Items listed in a dataset
^^^^^^^^

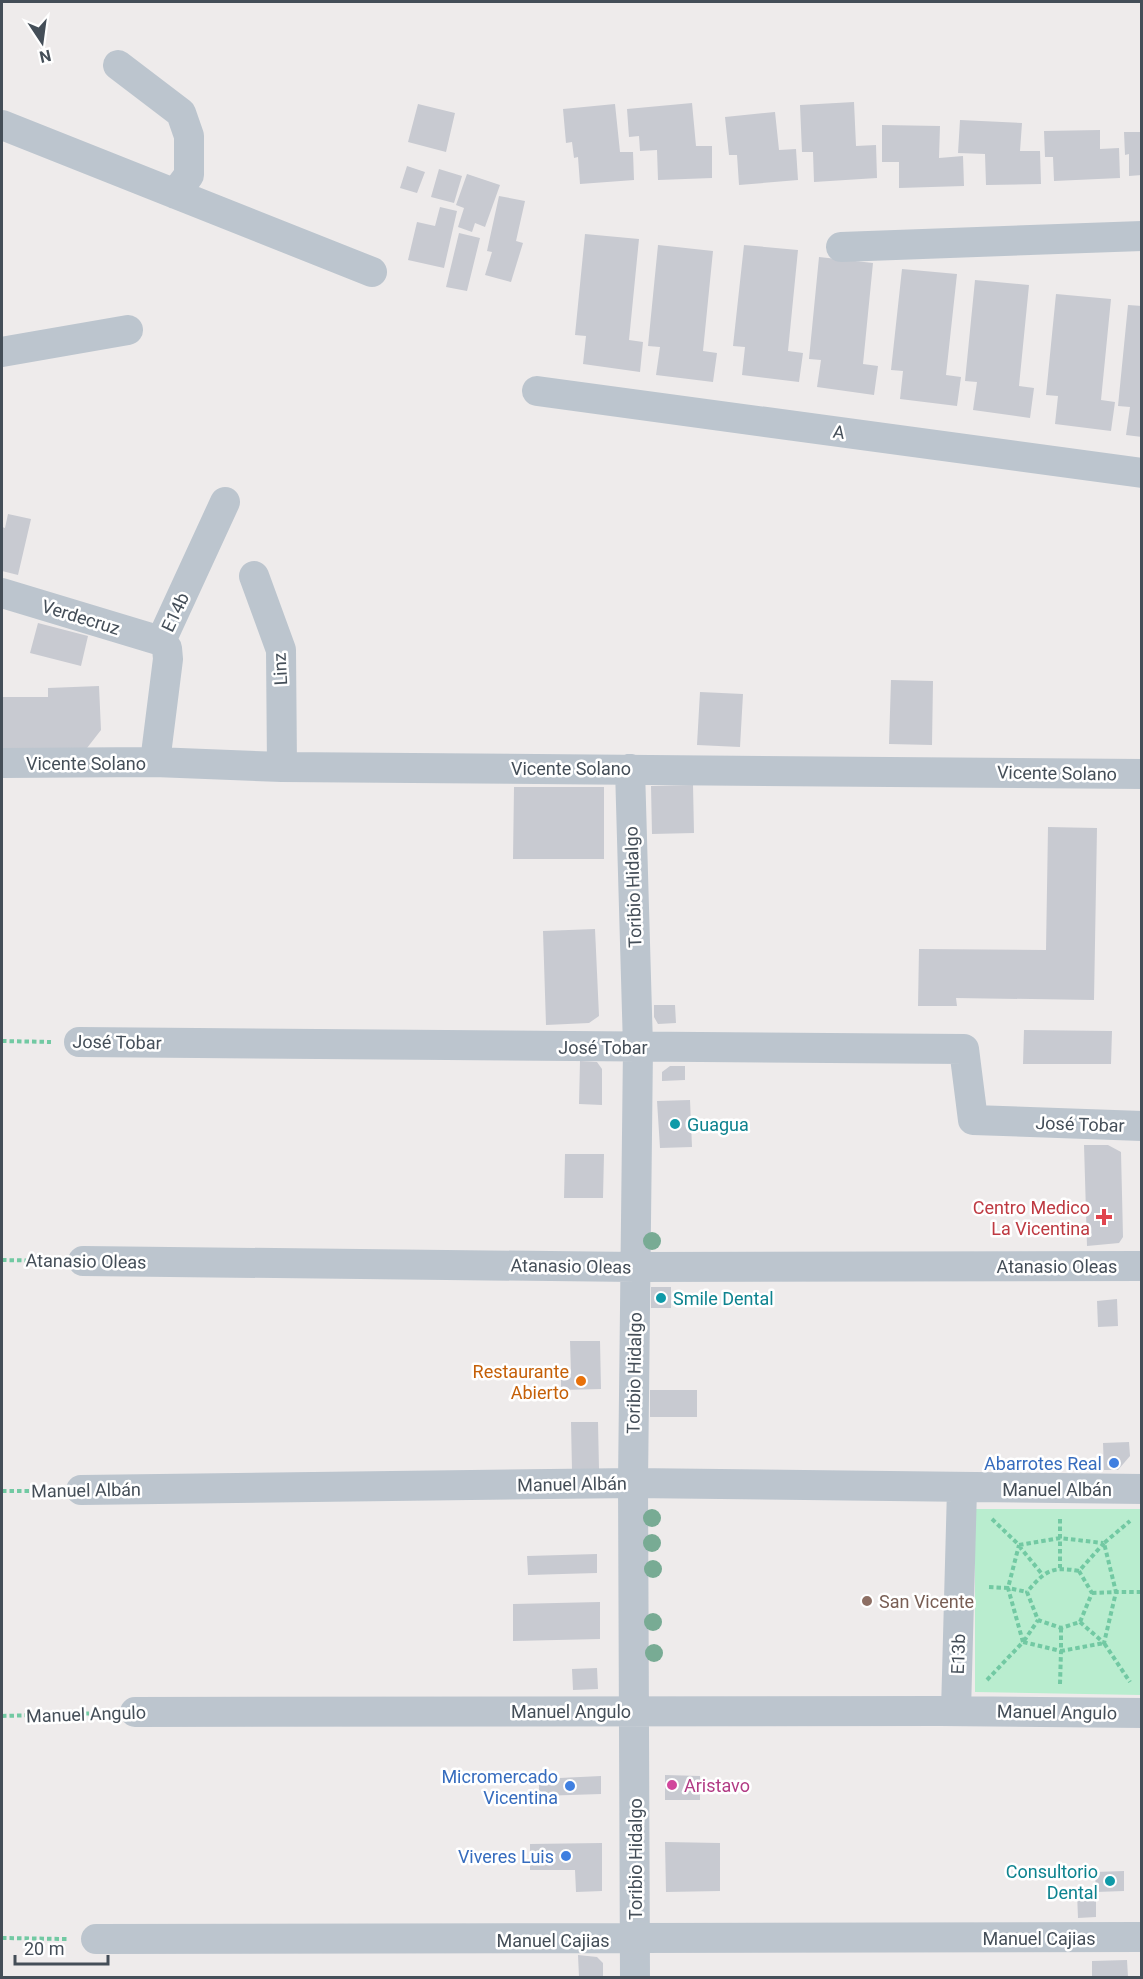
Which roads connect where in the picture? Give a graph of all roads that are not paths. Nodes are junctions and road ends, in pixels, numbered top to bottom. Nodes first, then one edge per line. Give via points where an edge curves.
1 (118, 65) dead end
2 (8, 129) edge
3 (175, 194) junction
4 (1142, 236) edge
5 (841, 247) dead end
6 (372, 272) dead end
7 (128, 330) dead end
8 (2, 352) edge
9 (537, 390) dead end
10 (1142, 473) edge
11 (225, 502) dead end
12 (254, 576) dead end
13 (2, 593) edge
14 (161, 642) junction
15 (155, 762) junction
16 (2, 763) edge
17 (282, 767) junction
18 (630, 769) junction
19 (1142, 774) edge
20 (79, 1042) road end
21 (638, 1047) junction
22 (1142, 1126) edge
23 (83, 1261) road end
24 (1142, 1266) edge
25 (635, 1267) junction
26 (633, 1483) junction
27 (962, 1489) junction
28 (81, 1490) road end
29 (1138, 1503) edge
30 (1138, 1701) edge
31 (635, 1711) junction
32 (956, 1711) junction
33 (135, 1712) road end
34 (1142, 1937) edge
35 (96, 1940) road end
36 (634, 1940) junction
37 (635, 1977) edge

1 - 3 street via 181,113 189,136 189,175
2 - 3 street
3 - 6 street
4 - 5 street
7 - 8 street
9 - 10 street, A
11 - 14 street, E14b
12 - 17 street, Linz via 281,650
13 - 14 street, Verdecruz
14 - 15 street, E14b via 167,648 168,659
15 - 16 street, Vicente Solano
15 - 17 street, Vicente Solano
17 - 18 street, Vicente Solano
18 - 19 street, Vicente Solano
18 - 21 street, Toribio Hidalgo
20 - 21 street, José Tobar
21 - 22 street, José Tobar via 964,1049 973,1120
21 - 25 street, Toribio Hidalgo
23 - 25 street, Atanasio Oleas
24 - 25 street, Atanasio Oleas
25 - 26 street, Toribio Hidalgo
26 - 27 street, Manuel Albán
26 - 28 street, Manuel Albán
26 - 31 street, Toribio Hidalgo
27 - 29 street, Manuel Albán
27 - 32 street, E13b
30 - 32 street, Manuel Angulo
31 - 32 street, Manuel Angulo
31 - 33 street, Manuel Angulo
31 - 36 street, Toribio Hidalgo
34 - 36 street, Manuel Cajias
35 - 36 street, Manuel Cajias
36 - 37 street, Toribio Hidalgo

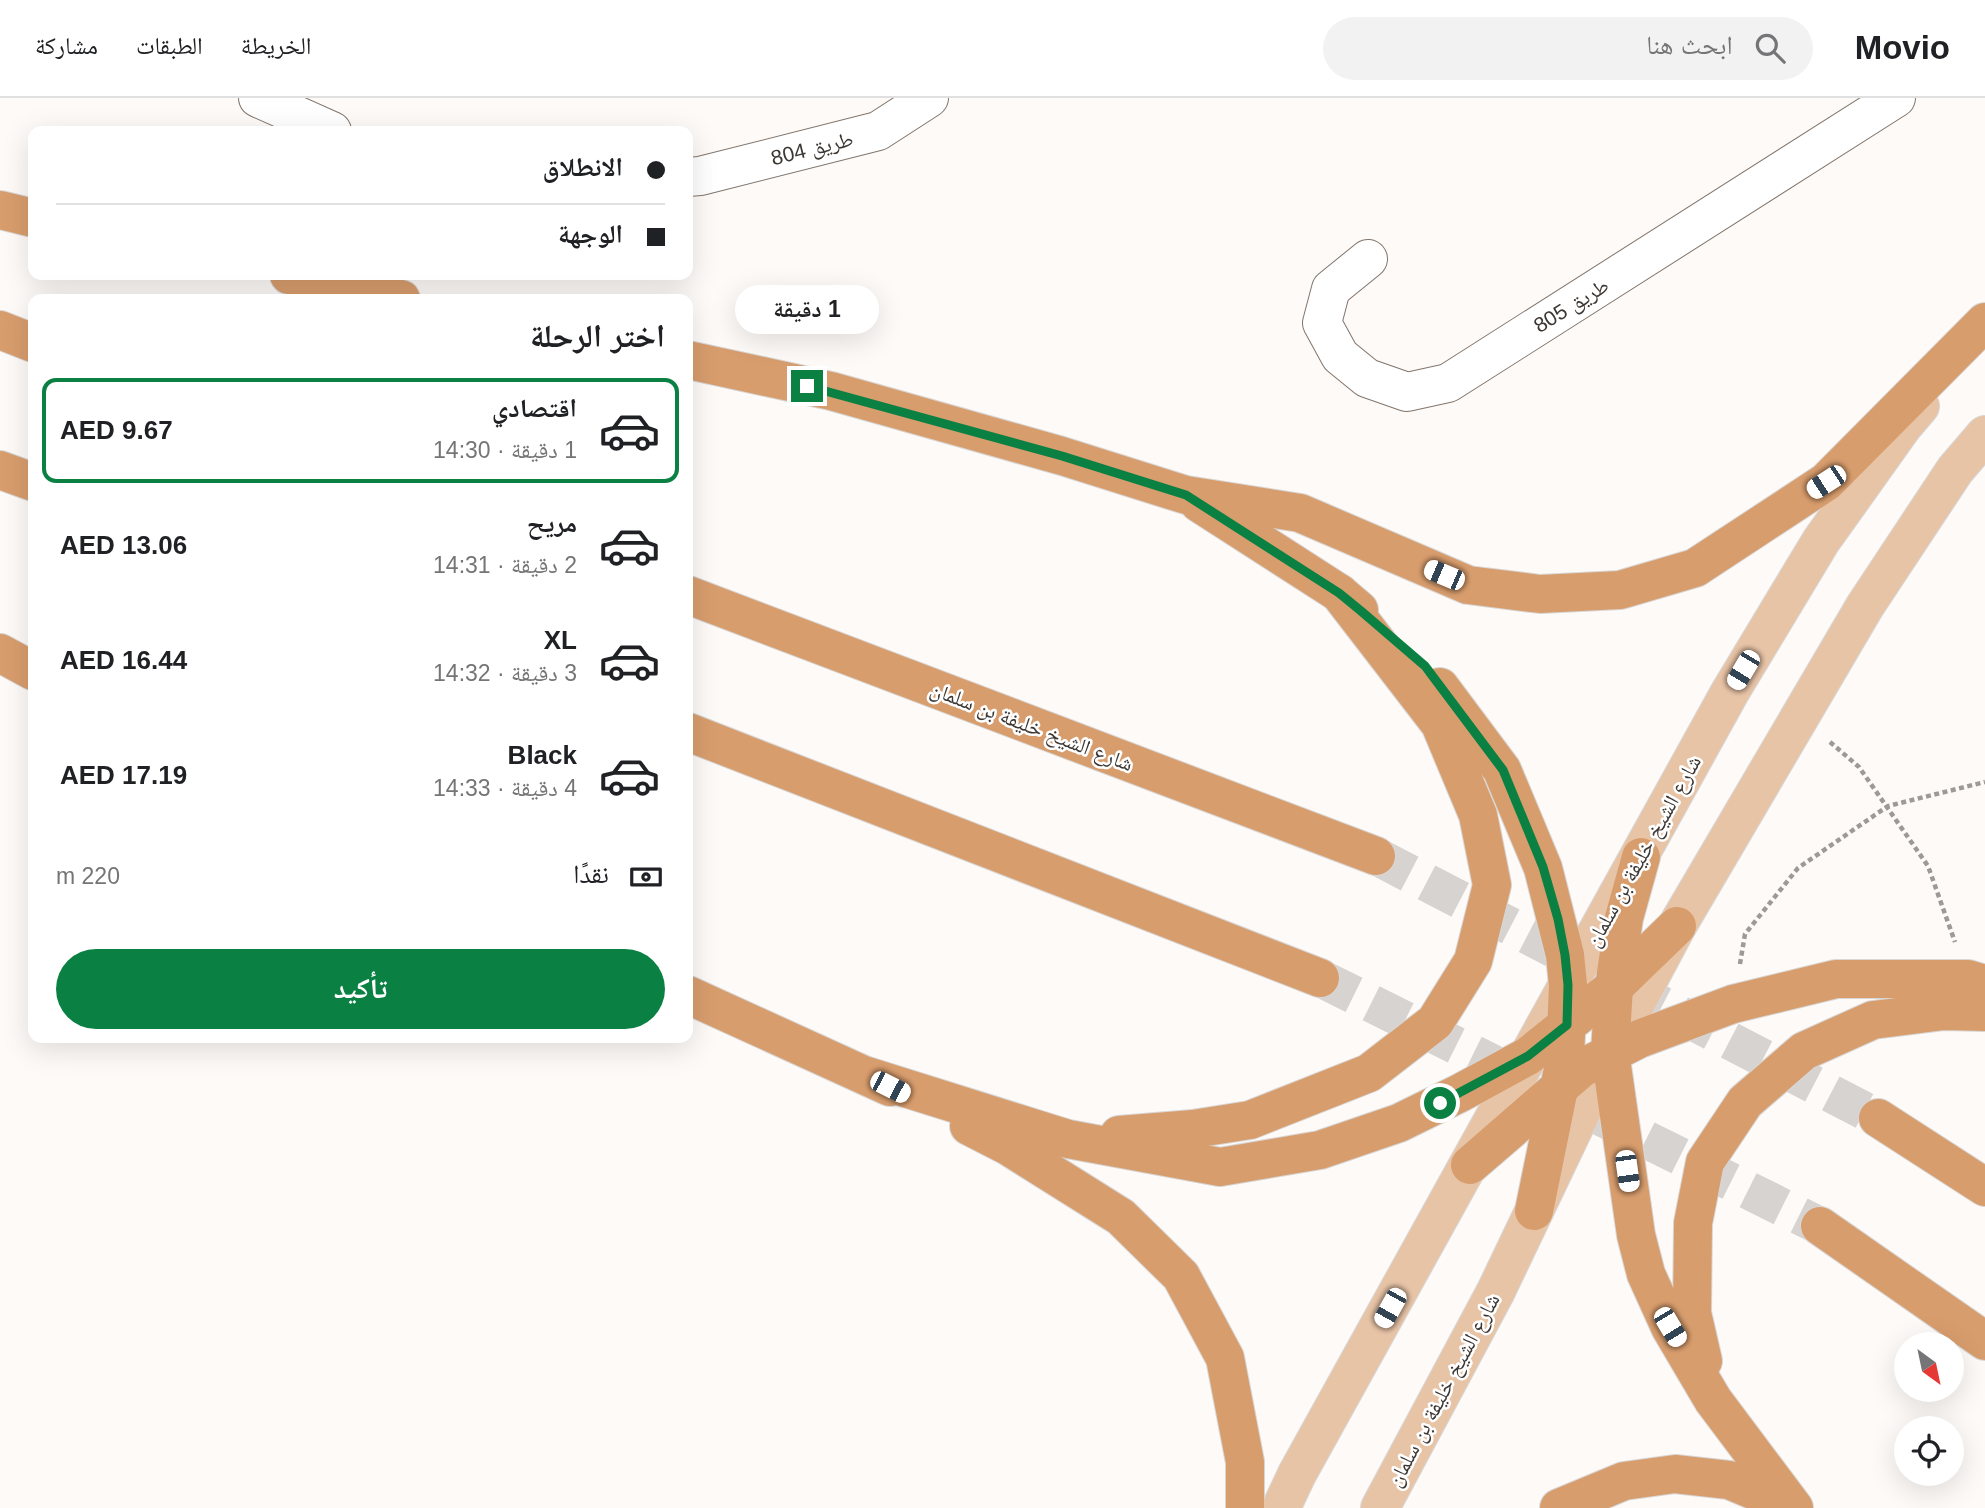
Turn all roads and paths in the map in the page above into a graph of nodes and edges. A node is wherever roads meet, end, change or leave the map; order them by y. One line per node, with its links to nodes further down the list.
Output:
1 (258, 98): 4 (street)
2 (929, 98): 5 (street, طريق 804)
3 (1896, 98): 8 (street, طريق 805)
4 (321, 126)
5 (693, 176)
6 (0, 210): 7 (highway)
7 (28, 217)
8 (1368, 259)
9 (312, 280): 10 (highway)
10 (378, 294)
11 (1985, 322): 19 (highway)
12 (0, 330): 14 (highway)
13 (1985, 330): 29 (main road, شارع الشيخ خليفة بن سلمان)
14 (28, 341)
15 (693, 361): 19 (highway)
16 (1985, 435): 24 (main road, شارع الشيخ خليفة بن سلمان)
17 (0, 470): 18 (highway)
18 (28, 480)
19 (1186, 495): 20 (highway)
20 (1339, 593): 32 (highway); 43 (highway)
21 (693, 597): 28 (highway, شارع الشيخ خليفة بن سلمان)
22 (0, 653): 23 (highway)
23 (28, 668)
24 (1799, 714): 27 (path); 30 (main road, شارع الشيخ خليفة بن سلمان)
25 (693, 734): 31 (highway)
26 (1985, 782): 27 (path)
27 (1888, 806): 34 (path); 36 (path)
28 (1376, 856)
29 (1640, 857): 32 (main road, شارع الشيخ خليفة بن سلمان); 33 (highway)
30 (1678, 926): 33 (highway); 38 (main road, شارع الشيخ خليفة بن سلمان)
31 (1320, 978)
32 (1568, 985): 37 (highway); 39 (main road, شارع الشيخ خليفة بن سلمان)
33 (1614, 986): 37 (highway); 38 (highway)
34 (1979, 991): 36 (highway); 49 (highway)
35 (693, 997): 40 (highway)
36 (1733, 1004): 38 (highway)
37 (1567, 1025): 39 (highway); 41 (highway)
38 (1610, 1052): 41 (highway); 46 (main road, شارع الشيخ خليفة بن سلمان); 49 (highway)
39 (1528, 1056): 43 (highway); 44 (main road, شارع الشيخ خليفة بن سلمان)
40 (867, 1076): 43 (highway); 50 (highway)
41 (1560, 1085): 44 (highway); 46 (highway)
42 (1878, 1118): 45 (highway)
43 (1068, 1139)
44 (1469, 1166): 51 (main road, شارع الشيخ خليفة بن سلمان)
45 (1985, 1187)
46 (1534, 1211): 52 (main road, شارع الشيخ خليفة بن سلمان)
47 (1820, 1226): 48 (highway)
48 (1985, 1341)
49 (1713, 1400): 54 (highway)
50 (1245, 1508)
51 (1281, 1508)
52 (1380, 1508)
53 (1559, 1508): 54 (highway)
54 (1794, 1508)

^^^^^^^^

— Prompt —
Find each line of the data above that holds the word "Manuel", then copy it.

— Answer space —
26 - 27 street, Manuel Albán
26 - 28 street, Manuel Albán
27 - 29 street, Manuel Albán
30 - 32 street, Manuel Angulo
31 - 32 street, Manuel Angulo
31 - 33 street, Manuel Angulo
34 - 36 street, Manuel Cajias
35 - 36 street, Manuel Cajias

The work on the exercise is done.